On 2020-08-09 01:54, Markus Wichmann wrote:
> On Sat, Aug 08, 2020 at 08:39:58PM -0400, Rich Felker wrote:
>> on it (possibly not even any signal handlers installed), and (2)
>> whether we should care about breaking code that swaps off of and back
>> onto the alternate signal stack with swapcontext.
> 
> Would anything bad happen in that case? I thought, when a signal handler
> with SA_ONSTACK is invoked, the altstack is marked with SS_ONSTACK and
> will not be reset until the signal handler returns. If the handler does
> not return, and does not call sigaltstack(), then the SS_ONSTACK remains
> set, and therefore further signals with SA_ONSTACK will be delivered on
> the current stack.
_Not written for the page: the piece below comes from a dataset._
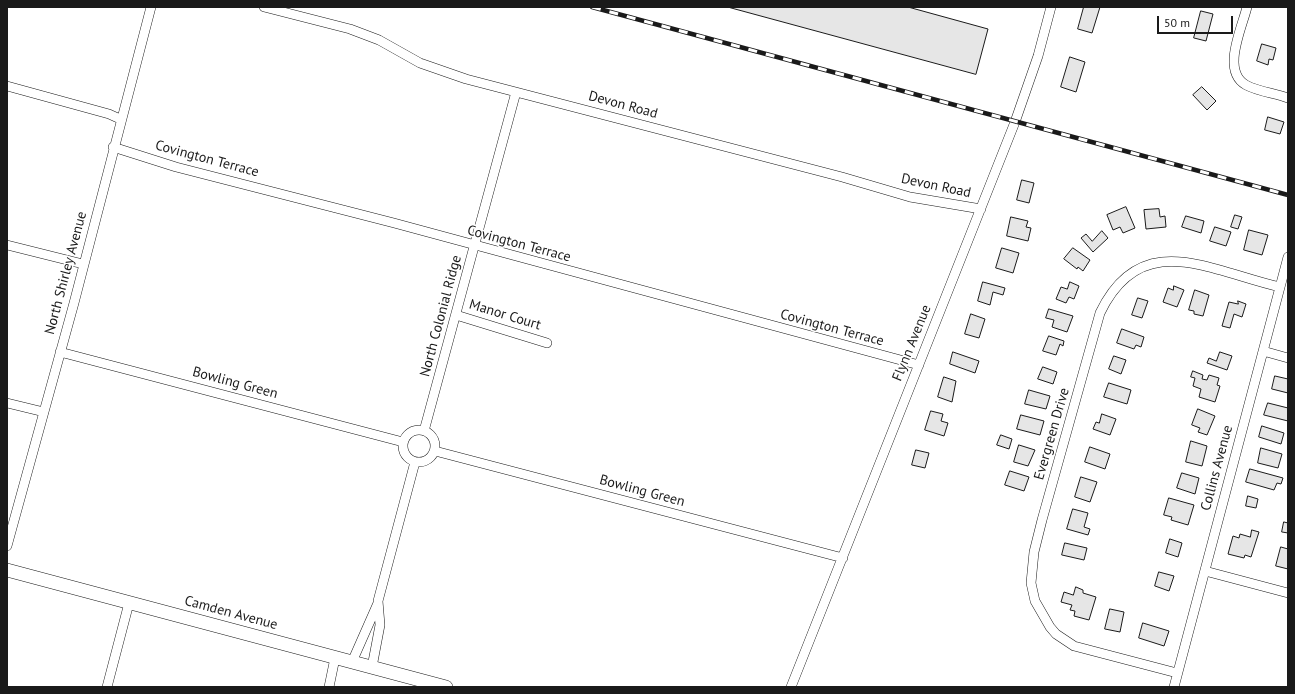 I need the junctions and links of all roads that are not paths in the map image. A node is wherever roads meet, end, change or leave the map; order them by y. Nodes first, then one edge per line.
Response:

Otherwise, if a signal were to arrive while the
> altstack is in use, it would overwrite the old stack.
> 
> I cannot find a source code for swapcontext, but to my knowledge it
> merely combines setjmp() and longjmp(), right? (setjmp() for the current
> context and longjmp() for the other one). So no call to sigaltstack().

musl itself does not ship the ucontext.h functions, to get them users 
must install my libucontext library.

libucontext does not make use of setjmp/longjmp or sigaltstack.  For the 
most part we just provide a simple context-swapping implementation in 
assembly, except on POWER where we just wrap the SYS_swapcontext syscall.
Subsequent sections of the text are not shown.